SOURCE DATA:

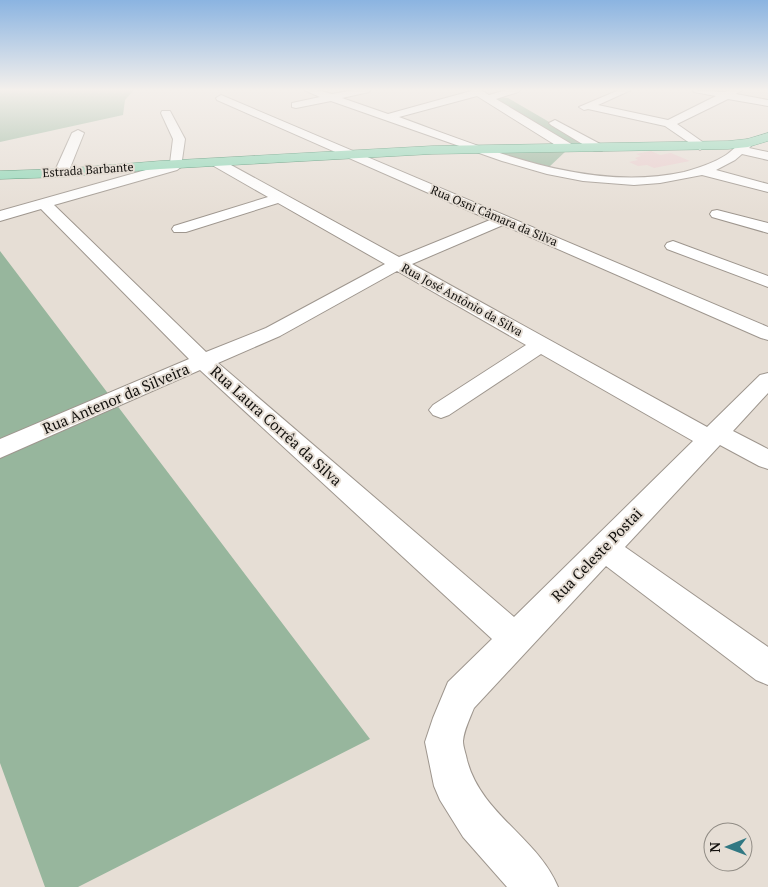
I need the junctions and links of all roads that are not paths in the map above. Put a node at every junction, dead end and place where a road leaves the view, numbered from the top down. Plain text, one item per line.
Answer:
1 (176, 131) edge
2 (297, 131) edge
3 (428, 131) edge
4 (542, 131) edge
5 (569, 131) edge
6 (679, 131) edge
7 (78, 133) dead end
8 (768, 137) edge
9 (700, 146) junction
10 (745, 146) junction
11 (569, 148) junction
12 (598, 148) junction
13 (478, 149) junction
14 (351, 155) junction
15 (768, 156) edge
16 (216, 162) junction
17 (176, 164) junction
18 (703, 171) junction
19 (61, 173) junction
20 (0, 175) edge
21 (768, 188) edge
22 (280, 198) junction
23 (44, 204) junction
24 (717, 214) dead end
25 (0, 216) edge
26 (502, 220) junction
27 (768, 228) edge
28 (180, 229) dead end
29 (673, 246) dead end
30 (398, 264) junction
31 (768, 282) edge
32 (768, 334) edge
33 (541, 344) junction
34 (203, 361) junction
35 (768, 380) edge
36 (441, 410) dead end
37 (712, 435) junction
38 (0, 449) edge
39 (768, 460) edge
40 (604, 548) junction
41 (515, 640) junction
42 (768, 668) edge
43 (536, 887) edge

1 - 17 street
2 - 14 street, Rua Osni Câmara da Silva
3 - 13 street
4 - 11 street
5 - 12 street
6 - 9 street
7 - 19 street
8 - 10 main road, Estrada Barbante
9 - 10 main road, Estrada Barbante
9 - 12 main road, Estrada Barbante
10 - 15 street
10 - 18 street
11 - 12 main road, Estrada Barbante
11 - 13 main road, Estrada Barbante
13 - 14 main road, Estrada Barbante
13 - 18 street
14 - 16 main road, Estrada Barbante
14 - 26 street, Rua Osni Câmara da Silva
16 - 17 main road, Estrada Barbante
16 - 22 street, Rua José Antônio da Silva
17 - 19 main road, Estrada Barbante
17 - 23 street
18 - 21 street
19 - 20 main road, Estrada Barbante
22 - 28 street
22 - 30 street, Rua José Antônio da Silva
23 - 25 street
23 - 34 street, Rua Laura Corrêa da Silva
24 - 27 street
26 - 30 street, Rua Antenor da Silveira
26 - 32 street, Rua Osni Câmara da Silva
29 - 31 street
30 - 33 street, Rua José Antônio da Silva
30 - 34 street, Rua Antenor da Silveira
33 - 36 street
33 - 37 street, Rua José Antônio da Silva
34 - 38 street, Rua Antenor da Silveira
34 - 41 street, Rua Laura Corrêa da Silva
35 - 37 street, Rua Celeste Postai
37 - 39 street, Rua José Antônio da Silva
37 - 40 street, Rua Celeste Postai
40 - 41 street, Rua Celeste Postai
40 - 42 street
41 - 43 street, Rua Celeste Postai

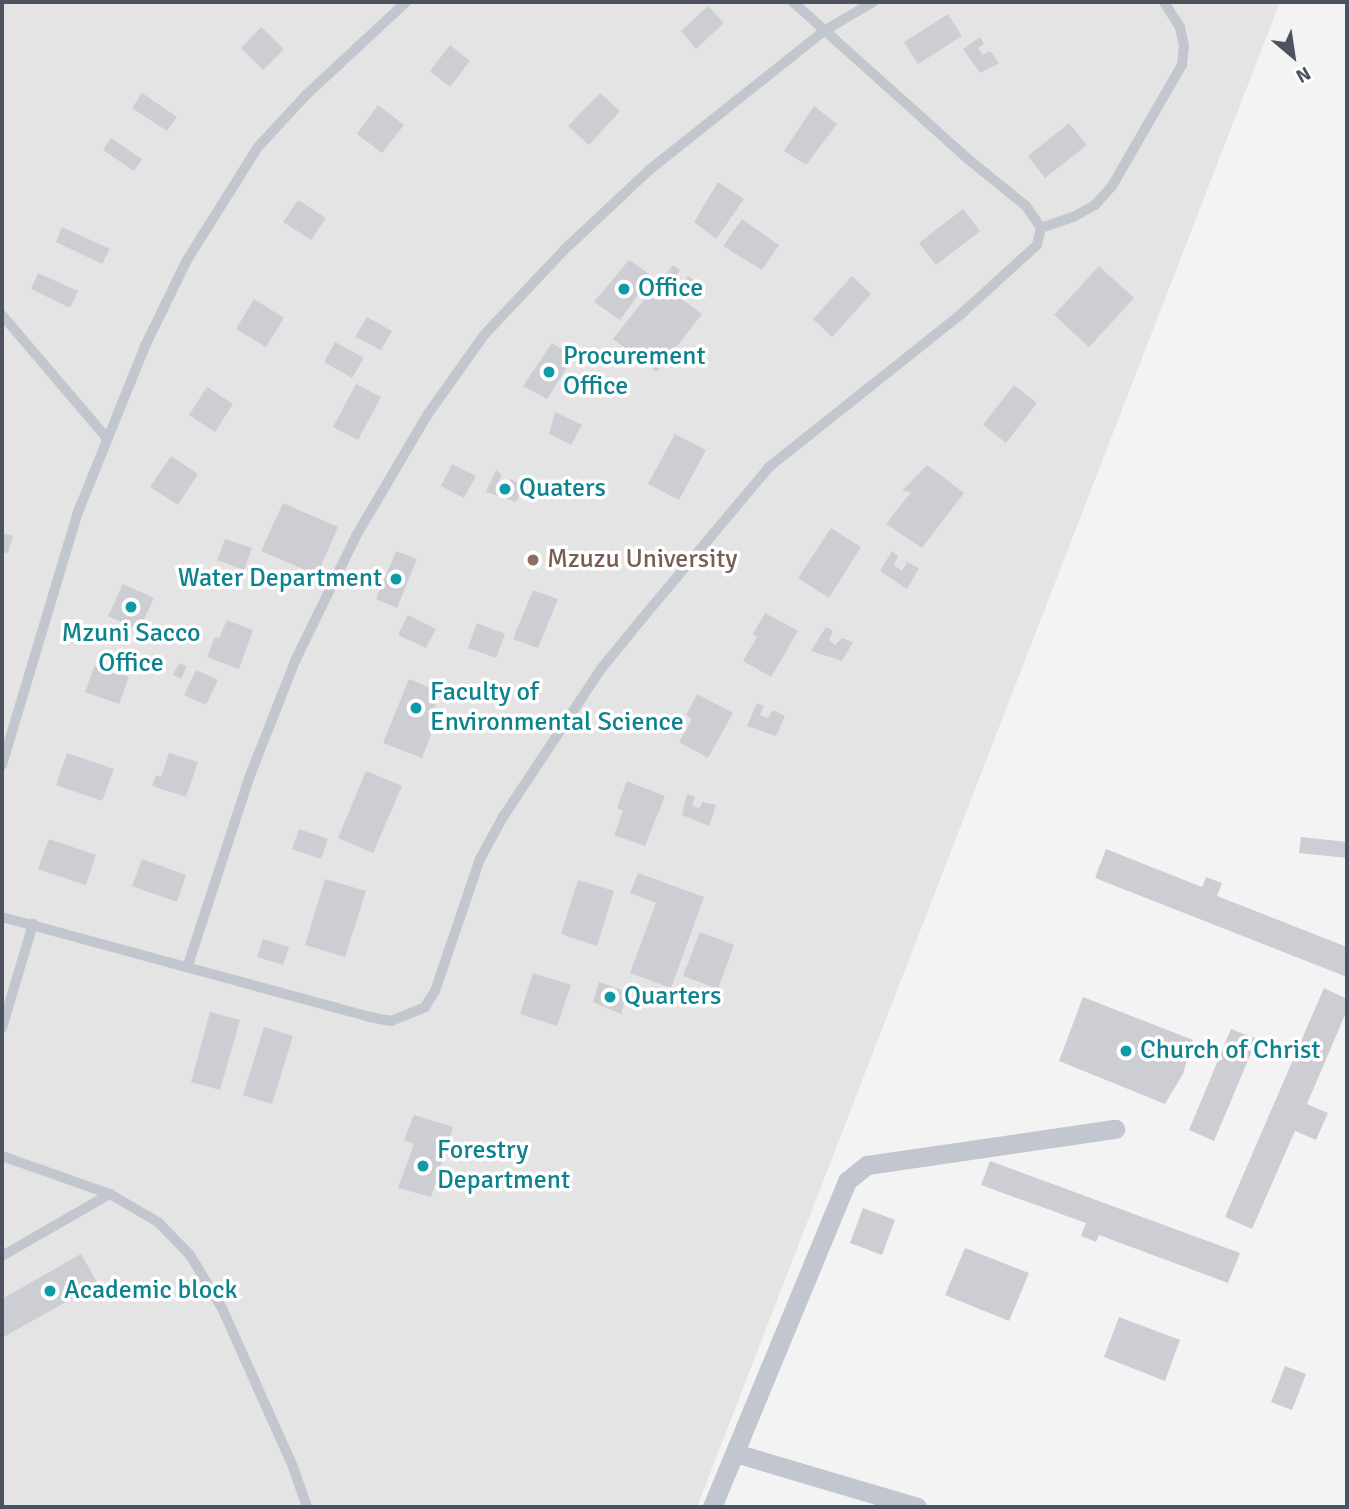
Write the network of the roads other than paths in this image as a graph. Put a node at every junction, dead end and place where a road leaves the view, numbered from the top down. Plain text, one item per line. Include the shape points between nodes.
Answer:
1 (406, 2) edge
2 (793, 2) edge
3 (873, 2) edge
4 (1164, 2) edge
5 (824, 31) junction
6 (1041, 228) junction
7 (2, 315) edge
8 (106, 437) junction
9 (2, 765) edge
10 (2, 916) edge
11 (33, 924) junction
12 (188, 965) junction
13 (2, 1028) edge
14 (1115, 1129) dead end
15 (2, 1156) edge
16 (110, 1194) junction
17 (2, 1256) edge
18 (735, 1453) junction
19 (307, 1507) edge
20 (712, 1507) edge
21 (916, 1507) edge

1 - 8 lane via 306,95 258,147 187,260
2 - 5 lane
3 - 5 lane
4 - 6 lane via 1180,27 1182,65 1112,186 1095,205
5 - 6 lane via 1026,206
5 - 12 lane via 648,170 573,241 484,335 428,414 356,536 295,661 249,778
6 - 12 lane via 1037,245 1021,262 769,467 601,669 480,859 435,991 425,1007 391,1021
7 - 8 lane
8 - 9 lane via 78,512
10 - 11 lane
11 - 12 lane
11 - 13 lane
14 - 18 street via 867,1165 847,1181
15 - 16 lane
16 - 17 lane
16 - 19 lane via 158,1222 190,1255 222,1308
18 - 20 street
18 - 21 street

REQUIRED WORK:
A word-for-word copy of the entries is needed, with no pictures in it.

OUTPUT OF THE TASK:
I need the junctions and links of all roads that are not paths in the map above. Put a node at every junction, dead end and place where a road leaves the view, numbered from the top down. Plain text, one item per line.
Answer:
1 (176, 131) edge
2 (297, 131) edge
3 (428, 131) edge
4 (542, 131) edge
5 (569, 131) edge
6 (679, 131) edge
7 (78, 133) dead end
8 (768, 137) edge
9 (700, 146) junction
10 (745, 146) junction
11 (569, 148) junction
12 (598, 148) junction
13 (478, 149) junction
14 (351, 155) junction
15 (768, 156) edge
16 (216, 162) junction
17 (176, 164) junction
18 (703, 171) junction
19 (61, 173) junction
20 (0, 175) edge
21 (768, 188) edge
22 (280, 198) junction
23 (44, 204) junction
24 (717, 214) dead end
25 (0, 216) edge
26 (502, 220) junction
27 (768, 228) edge
28 (180, 229) dead end
29 (673, 246) dead end
30 (398, 264) junction
31 (768, 282) edge
32 (768, 334) edge
33 (541, 344) junction
34 (203, 361) junction
35 (768, 380) edge
36 (441, 410) dead end
37 (712, 435) junction
38 (0, 449) edge
39 (768, 460) edge
40 (604, 548) junction
41 (515, 640) junction
42 (768, 668) edge
43 (536, 887) edge

1 - 17 street
2 - 14 street, Rua Osni Câmara da Silva
3 - 13 street
4 - 11 street
5 - 12 street
6 - 9 street
7 - 19 street
8 - 10 main road, Estrada Barbante
9 - 10 main road, Estrada Barbante
9 - 12 main road, Estrada Barbante
10 - 15 street
10 - 18 street
11 - 12 main road, Estrada Barbante
11 - 13 main road, Estrada Barbante
13 - 14 main road, Estrada Barbante
13 - 18 street
14 - 16 main road, Estrada Barbante
14 - 26 street, Rua Osni Câmara da Silva
16 - 17 main road, Estrada Barbante
16 - 22 street, Rua José Antônio da Silva
17 - 19 main road, Estrada Barbante
17 - 23 street
18 - 21 street
19 - 20 main road, Estrada Barbante
22 - 28 street
22 - 30 street, Rua José Antônio da Silva
23 - 25 street
23 - 34 street, Rua Laura Corrêa da Silva
24 - 27 street
26 - 30 street, Rua Antenor da Silveira
26 - 32 street, Rua Osni Câmara da Silva
29 - 31 street
30 - 33 street, Rua José Antônio da Silva
30 - 34 street, Rua Antenor da Silveira
33 - 36 street
33 - 37 street, Rua José Antônio da Silva
34 - 38 street, Rua Antenor da Silveira
34 - 41 street, Rua Laura Corrêa da Silva
35 - 37 street, Rua Celeste Postai
37 - 39 street, Rua José Antônio da Silva
37 - 40 street, Rua Celeste Postai
40 - 41 street, Rua Celeste Postai
40 - 42 street
41 - 43 street, Rua Celeste Postai

Write the network of the roads other than paths in this image as a graph. Put a node at every junction, dead end and place where a road leaves the view, numbered from the top down. Plain text, one item per line. Include the shape points between nodes.
Answer:
1 (406, 2) edge
2 (793, 2) edge
3 (873, 2) edge
4 (1164, 2) edge
5 (824, 31) junction
6 (1041, 228) junction
7 (2, 315) edge
8 (106, 437) junction
9 (2, 765) edge
10 (2, 916) edge
11 (33, 924) junction
12 (188, 965) junction
13 (2, 1028) edge
14 (1115, 1129) dead end
15 (2, 1156) edge
16 (110, 1194) junction
17 (2, 1256) edge
18 (735, 1453) junction
19 (307, 1507) edge
20 (712, 1507) edge
21 (916, 1507) edge

1 - 8 lane via 306,95 258,147 187,260
2 - 5 lane
3 - 5 lane
4 - 6 lane via 1180,27 1182,65 1112,186 1095,205
5 - 6 lane via 1026,206
5 - 12 lane via 648,170 573,241 484,335 428,414 356,536 295,661 249,778
6 - 12 lane via 1037,245 1021,262 769,467 601,669 480,859 435,991 425,1007 391,1021
7 - 8 lane
8 - 9 lane via 78,512
10 - 11 lane
11 - 12 lane
11 - 13 lane
14 - 18 street via 867,1165 847,1181
15 - 16 lane
16 - 17 lane
16 - 19 lane via 158,1222 190,1255 222,1308
18 - 20 street
18 - 21 street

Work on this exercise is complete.